Oh apakah ini memang cinta? Selalu berbeda saat menatapnya. (Budi Doremi - Tolong).


Cukup dalam satu take video, mampu membuat sutradara puas melihat hasil rekaman cover lagu milik penyanyi Indonesia itu.
“Hebat, tidak ada nadanya yang sumbang.” Laki-laki berusia paruh baya itu tersenyum bangga menatap salah satu member NCT Dream yang sedang meletakkan mic di tempatnya semula.


“Terima kasih.” Renjun tersenyum sebelum kembali duduk di kursi yang semula digunakannya.
“Kau ingin seperti Haechan dan Doyoung yang mengcover lagu dari Indonesia?” Kepala itu menggeleng.
“Lalu?”
“Permintaan seseorang.”








Mata Nara masih berfokus kepada video yang semalam ditunjukkan Fasya kepada dirinya. Seorang Huang Renjun mengcover lagu milik Budi Doremi. Benar-benar sebuah keinginannya. Keinginan yang pernah dikatakannya kepada sosok sang idola yang selalu mengendap di hatinya.

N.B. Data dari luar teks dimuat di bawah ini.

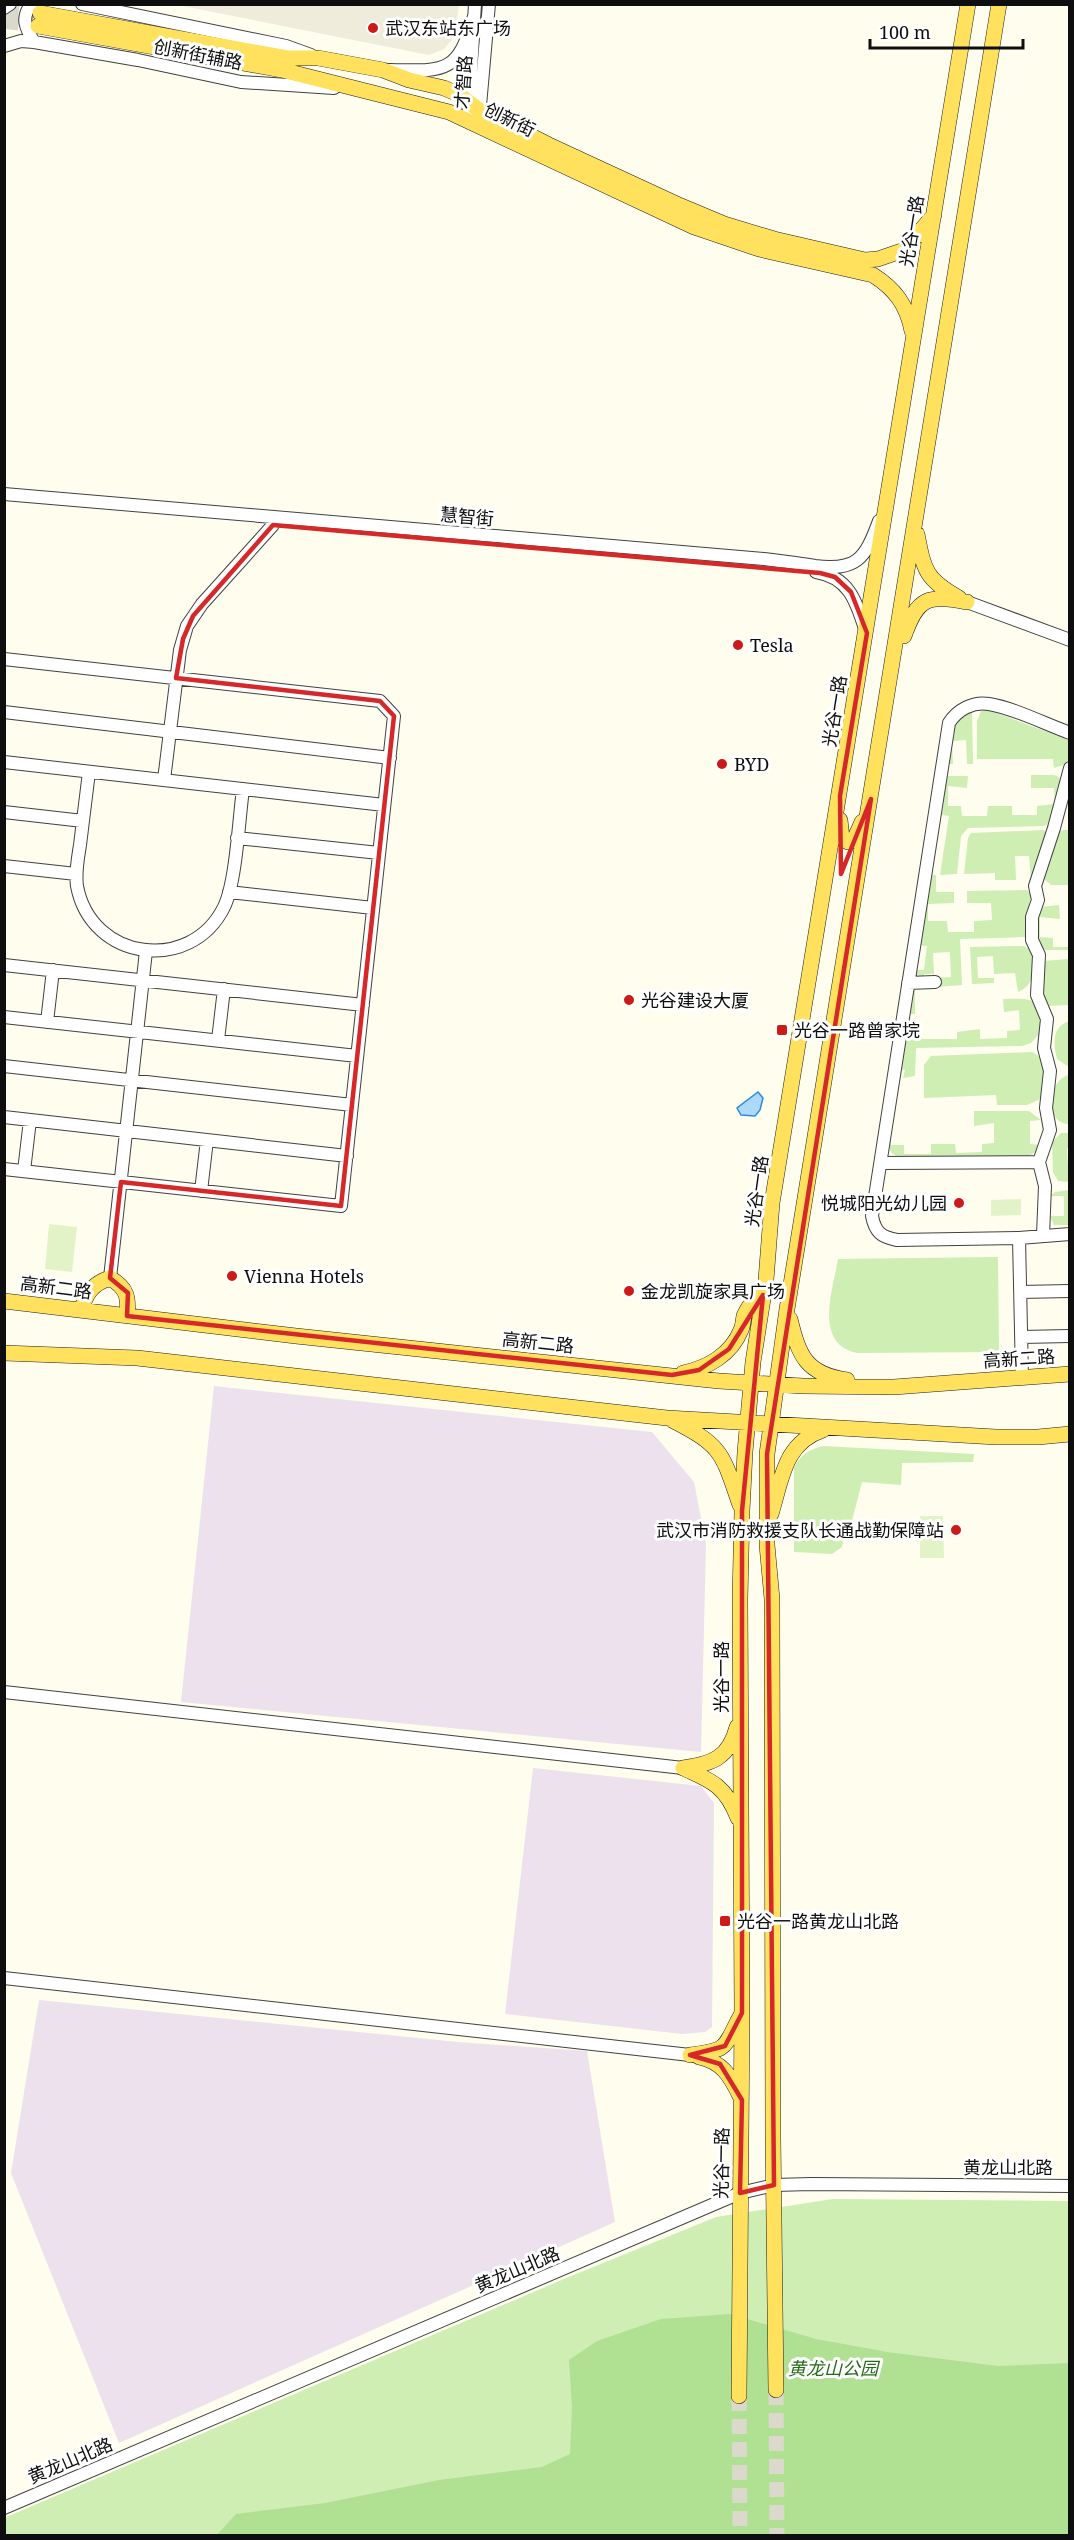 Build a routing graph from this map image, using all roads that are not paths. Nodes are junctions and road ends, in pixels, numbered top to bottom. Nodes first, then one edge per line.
1 (10, 4) edge
2 (82, 4) edge
3 (489, 4) edge
4 (968, 4) edge
5 (999, 4) edge
6 (4, 9) edge
7 (475, 10) edge
8 (37, 15) edge
9 (34, 42) junction
10 (4, 46) edge
11 (318, 58) junction
12 (383, 70) junction
13 (356, 90) junction
14 (474, 115) junction
15 (934, 215) junction
16 (914, 340) junction
17 (4, 494) edge
18 (887, 500) junction
19 (4, 501) edge
20 (915, 520) junction
21 (273, 525) junction
22 (967, 602) junction
23 (867, 633) junction
24 (1070, 640) edge
25 (4, 659) edge
26 (893, 664) junction
27 (176, 678) junction
28 (4, 711) edge
29 (170, 731) junction
30 (1070, 732) edge
31 (390, 758) junction
32 (4, 762) edge
33 (1070, 768) edge
34 (89, 772) junction
35 (164, 780) junction
36 (243, 789) junction
37 (840, 796) junction
38 (871, 799) junction
39 (384, 805) junction
40 (4, 812) edge
41 (83, 821) junction
42 (237, 838) junction
43 (379, 853) junction
44 (4, 866) edge
45 (76, 874) junction
46 (230, 892) junction
47 (373, 908) junction
48 (146, 951) junction
49 (4, 964) edge
50 (53, 970) junction
51 (143, 980) junction
52 (935, 982) dead end
53 (908, 983) junction
54 (224, 989) junction
55 (363, 1005) junction
56 (4, 1017) edge
57 (47, 1022) junction
58 (137, 1032) junction
59 (218, 1040) junction
60 (357, 1056) junction
61 (4, 1066) edge
62 (132, 1080) junction
63 (352, 1105) junction
64 (4, 1117) edge
65 (30, 1120) junction
66 (126, 1131) junction
67 (207, 1140) junction
68 (347, 1156) junction
69 (1039, 1162) junction
70 (881, 1163) junction
71 (4, 1169) edge
72 (24, 1172) junction
73 (121, 1182) junction
74 (201, 1191) junction
75 (1070, 1234) edge
76 (1043, 1235) junction
77 (1019, 1238) junction
78 (110, 1278) junction
79 (766, 1280) junction
80 (1070, 1291) edge
81 (1020, 1292) junction
82 (4, 1301) edge
83 (82, 1310) junction
84 (788, 1310) junction
85 (127, 1316) junction
86 (1070, 1336) edge
87 (1021, 1337) junction
88 (4, 1353) edge
89 (1070, 1374) edge
90 (672, 1375) junction
91 (1022, 1377) junction
92 (751, 1383) junction
93 (777, 1384) junction
94 (894, 1387) junction
95 (667, 1418) junction
96 (747, 1423) junction
97 (771, 1425) junction
98 (829, 1428) junction
99 (1070, 1434) edge
100 (742, 1511) junction
101 (767, 1528) junction
102 (4, 1692) edge
103 (741, 1712) junction
104 (683, 1768) junction
105 (740, 1824) junction
106 (4, 1978) edge
107 (742, 2013) junction
108 (690, 2055) junction
109 (742, 2100) junction
110 (774, 2185) junction
111 (1070, 2186) edge
112 (740, 2193) junction
113 (776, 2390) tunnel mouth
114 (739, 2396) tunnel mouth
115 (4, 2508) edge

1 - 6 street
2 - 11 street, 创新街辅路
3 - 14 street, 才智路
4 - 15 main road, 光谷一路
5 - 20 main road
7 - 12 street
7 - 14 street, 才智路
8 - 9 street
8 - 11 main road, 创新街
8 - 13 main road, 创新街
9 - 10 street, 创新街辅路
9 - 13 street, 创新街辅路
11 - 12 main road, 创新街
12 - 14 main road, 创新街
13 - 14 main road, 创新街
14 - 15 main road, 创新街
14 - 16 main road, 创新街
15 - 16 main road, 光谷一路
16 - 18 main road, 光谷一路
17 - 18 street, 慧智街
18 - 23 main road, 光谷一路
19 - 21 street, 慧智街
20 - 22 main road
20 - 26 main road
21 - 23 street, 慧智街
21 - 27 street
22 - 24 street
22 - 26 main road
23 - 37 main road, 光谷一路
25 - 27 street
26 - 38 main road
27 - 29 street
27 - 31 street
28 - 29 street
29 - 31 street
29 - 35 street
30 - 53 street
31 - 39 street
32 - 34 street
33 - 69 street
34 - 35 street
34 - 41 street
35 - 36 street
36 - 39 street
36 - 42 street
37 - 38 main road
37 - 79 main road, 光谷一路
38 - 84 main road
39 - 43 street
40 - 41 street
41 - 45 street
42 - 43 street
42 - 46 street
43 - 47 street
44 - 45 street
45 - 48 street
46 - 47 street
46 - 48 street
47 - 55 street
48 - 51 street
49 - 50 street
50 - 51 street
50 - 57 street
51 - 54 street
51 - 58 street
52 - 53 street
53 - 70 street
54 - 55 street
54 - 59 street
55 - 60 street
56 - 57 street
57 - 58 street
58 - 59 street
58 - 62 street
59 - 60 street
60 - 63 street
61 - 62 street
62 - 63 street
62 - 66 street
63 - 68 street
64 - 65 street
65 - 66 street
65 - 72 street
66 - 67 street
66 - 73 street
67 - 68 street
67 - 74 street
68 - 74 street
69 - 70 street
69 - 76 street
70 - 77 street
71 - 72 street
72 - 73 street
73 - 74 street
73 - 78 street
75 - 76 street
76 - 77 street
77 - 81 street
78 - 83 main road
78 - 85 main road
79 - 90 main road
79 - 92 main road, 光谷一路
80 - 81 street
81 - 87 street
82 - 83 main road, 高新二路
83 - 85 main road, 高新二路
84 - 93 main road
84 - 94 main road
85 - 90 main road, 高新二路
86 - 87 street
87 - 91 street
88 - 95 main road
89 - 91 main road, 高新二路
90 - 92 main road, 高新二路
91 - 94 main road, 高新二路
92 - 93 main road, 高新二路
92 - 96 main road, 光谷一路
93 - 94 main road, 高新二路
93 - 97 main road
95 - 96 main road
95 - 100 main road
96 - 97 main road
96 - 100 main road, 光谷一路
97 - 98 main road
97 - 101 main road
98 - 99 main road
98 - 101 main road
100 - 103 main road, 光谷一路
101 - 110 main road
102 - 104 street
103 - 104 main road
103 - 105 main road, 光谷一路
104 - 105 main road
105 - 107 main road, 光谷一路
106 - 108 street
107 - 108 main road
107 - 109 main road, 光谷一路
108 - 109 main road
109 - 112 main road, 光谷一路
110 - 111 street, 黄龙山北路
110 - 112 street, 黄龙山北路
110 - 113 main road
112 - 114 main road, 光谷一路
112 - 115 street, 黄龙山北路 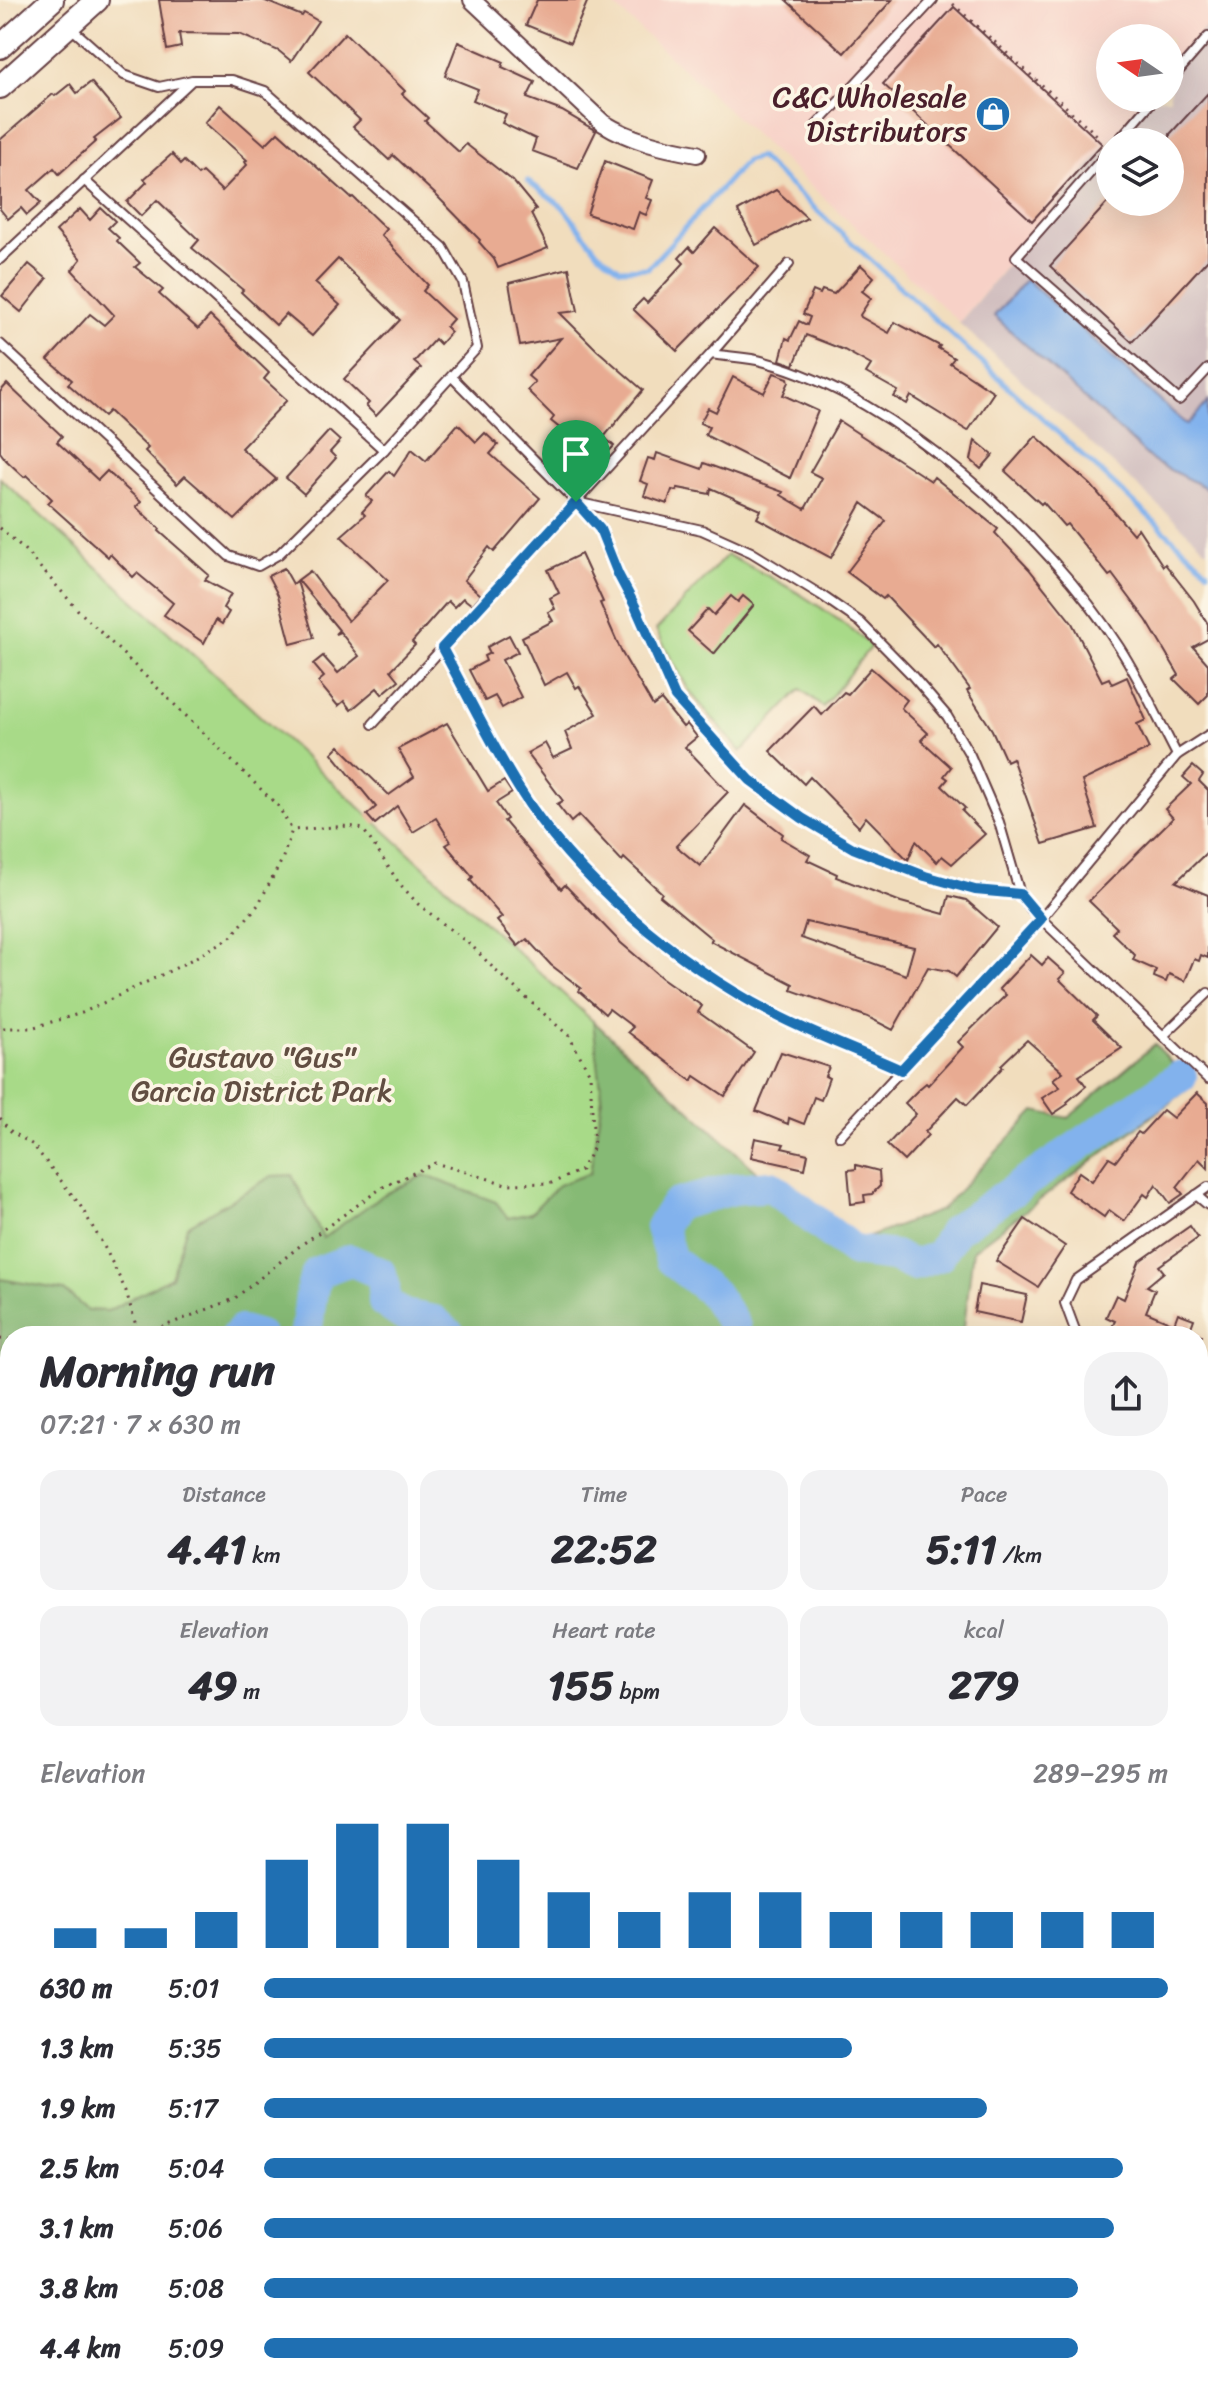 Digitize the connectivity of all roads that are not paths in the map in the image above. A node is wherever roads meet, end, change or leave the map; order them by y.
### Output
1 (97, 0) edge
2 (472, 0) edge
3 (933, 0) edge
4 (50, 2) edge
5 (68, 26) junction
6 (1208, 37) edge
7 (0, 47) edge
8 (1184, 65) edge
9 (192, 80) junction
10 (0, 87) edge
11 (1143, 112) edge
12 (815, 127) dead end
13 (1129, 128) edge
14 (697, 154) dead end
15 (1096, 166) edge
16 (84, 180) junction
17 (0, 259) edge
18 (789, 264) dead end
19 (0, 344) edge
20 (711, 354) junction
21 (1208, 369) edge
22 (452, 377) junction
23 (384, 450) junction
24 (576, 502) junction
25 (442, 648) junction
26 (373, 724) dead end
27 (1208, 735) edge
28 (1177, 755) junction
29 (1020, 894) junction
30 (1041, 919) junction
31 (1208, 993) edge
32 (1163, 1036) junction
33 (901, 1070) junction
34 (1208, 1079) edge
35 (840, 1136) dead end
36 (1208, 1187) edge
37 (1196, 1195) junction
38 (1208, 1205) edge
39 (1074, 1326) edge

1 - 5 main road
2 - 14 street
3 - 12 lane
4 - 5 main road
4 - 7 main road
5 - 9 lane
5 - 10 main road
6 - 8 lane
9 - 16 lane
9 - 22 lane
11 - 13 lane
15 - 21 lane
16 - 17 lane
16 - 23 lane
18 - 20 lane
19 - 23 lane
20 - 24 lane
20 - 28 lane
22 - 23 lane
22 - 24 lane
24 - 25 lane
24 - 29 lane
24 - 29 lane
25 - 26 lane
25 - 33 lane
27 - 28 lane
28 - 30 lane
29 - 30 lane
30 - 32 lane
30 - 33 lane
31 - 32 lane
32 - 34 lane
33 - 35 lane
36 - 37 lane
37 - 38 lane
37 - 39 lane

Pikirannya berkecamuk, apakah Tuhan mengabulkan doanya dengan ingatan Chenle saat koma atau ini hanya project yang dilakukan oleh SM Entertainment seperti yang pernah dilakukan Haechan dan Doyoung. Nara menimang-nimang kemungkinan yang terjadi. Jika Chenle masih mengingatnya, tentu dia akan mengatakan kepada Renjun untuk melakukan cover lagu itu.


Namun, jika semua ini hanya ide dari perusahaan, dia bisa apa untuk mengembalikan ingatan idola-nya itu. Berbagai pertanyaan di pikirannya membutuhkan jawaban yang pasti mengenai ingatan Chenle sebenarnya. Nara menghela nafasnya sejenak. Pikirannya lantas berkelana mengenai film yang pernah ditontonnya.


Jika Chenle dapat mengingat peristiwa saat koma, tidak lama kemudian dia akan mati. Tetapi, ini sudah berjalan satu bulan sejak dirinya siuman, tak terjadi apa-apa. Bukan berharap mengenai Chenle kenapa-kenapa, hanya saja dari sekian film yang ditontonnya berakhir seperti itu.


Apa Nara menjadi korban film sekarang? Bahunya merosot saat pikiran mengenai permintaan perusahaan untuk Renjun mengcover lagu ini lebih mendominasi daripada sebaliknya. Bahunya ditepuk pelan oleh sosok laki-laki yang baru saja masuk ke pintu kantin.
“Tumben sendirian?” Ryan menduduki kursi di depan Nara.


“Emang kakak selalu jalan berdua dengan perempuan berbeda-beda.” Ryan terkekeh mendengar ucapan milik orang yang pernah menggeser letak perempuan special di hatinya.
“Udah pesan?” Nara hanya mengangguk sebagai jawaban.
“Bentar, gue pesan dulu.”Ryan melangkahkan kakinya menuju ruang belakang kantin untuk menemui pemilik kantin menuliskan pesanan yang diinginkannya.


“Allen mana?”
“Nggak enak badan.” Allen mengirimkan pesan kepada dirinya bahwa tidak bisa menghadiri kelas hari ini karena sedang tidak enak badan. Nara berencana untuk menjenguknya sore nanti.
“Sekarang lo sama siapa kak?” Ryan mengernyitkan dahinya bingung. Lalu, dirinya paham dengan apa yang dimaksud dengan perempuan di depannya.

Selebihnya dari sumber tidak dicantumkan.